Reputation: 12942
I'm making dynamic data storage, which it was in relational data base as:
form -> field
form -> form_data
field -> field_data
form_data -> filed_data
and field data contains field_id, form_data_id, and value
but for scalability and performance I'm planing to move form_data and field_data to MongoDB and my problem now is how to design MongoDB collections, using one collection for all form_data and move field_data to map inside it and key is field_id and value is the value of this field_data, or make collection for each form record and store data direct in form_data without map as the all data in this case will be consistent.
Upvotes: 0
Views: 1762
Reputation: 69663
In document-oriented databases like MongoDB you should always favor aggregation over references, because they don't support JOIN-operations on the database to link multiple documents.
That means that a "A has many B" relationship between two entities should not be modeled as two tables A and B, but rather as one collection of A where each A has an embedded array of B objects.
In the context of MongoDB, there is however an additional limitation: MongoDB doesn't like objects which grow. When an object accumulates more and more data over its lifetime, the object will grow. That means that the hard drive space MongoDB allocated for it will run out again and again, which will require space reallocation. This takes performance and fragments the database. Also, MongoDB has an artificial size limit for documents, mainly to discourage developers from designing growing objects.
Therefor:
When the data exists at creation, embed it directly.
When more and more data is added after creation, put it into a different collection.
When a form has X fields, the number of fields will likely not change much over its lifetime. So you should embed the fields and their descriptions directly into the form object.

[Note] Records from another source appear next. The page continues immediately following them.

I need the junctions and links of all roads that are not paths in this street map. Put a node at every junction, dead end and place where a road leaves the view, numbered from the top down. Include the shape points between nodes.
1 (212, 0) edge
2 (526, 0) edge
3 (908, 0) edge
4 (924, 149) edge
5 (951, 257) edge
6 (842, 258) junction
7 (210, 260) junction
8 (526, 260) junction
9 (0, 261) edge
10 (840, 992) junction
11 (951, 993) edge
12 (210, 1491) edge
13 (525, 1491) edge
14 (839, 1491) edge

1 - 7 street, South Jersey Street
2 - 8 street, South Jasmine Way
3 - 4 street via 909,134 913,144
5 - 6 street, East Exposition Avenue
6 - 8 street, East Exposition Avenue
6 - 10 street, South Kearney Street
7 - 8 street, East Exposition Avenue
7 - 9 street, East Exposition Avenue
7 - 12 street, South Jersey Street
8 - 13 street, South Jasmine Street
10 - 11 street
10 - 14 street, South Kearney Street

But the number of answers entered into these forms will grow over time, which means that these should be treated as separate objects in a separate collection.
So I would recommend you to have two collections, forms
and form_data
.
Each document in forms
embeds a sub-object of fields
with the static field properties.
Each document in form_data
has a field with the _id of the corresponding form and embeds a sub-object of field_data
which uses the same keys as the fields
sub-object of forms
and stores the entries the user made in that form.
When your use-case requires frequent access to the aggregated data (like when you want to publish the up-to-date statistics on a public website), you could also store this information in the fields of forms
to avoid an expensive aggregation query over many form_data
documents. MongoDB in general recommends to orient your database schema rather on your performance requirements than on the semantics of your data.
Regarding your remark "all data in this case will be consistent": keep in mind that MongoDB does not enforce referential integrity. When an application deletes or changes a document, it's the responsibility of the application to fix any outdated references to it in other documents.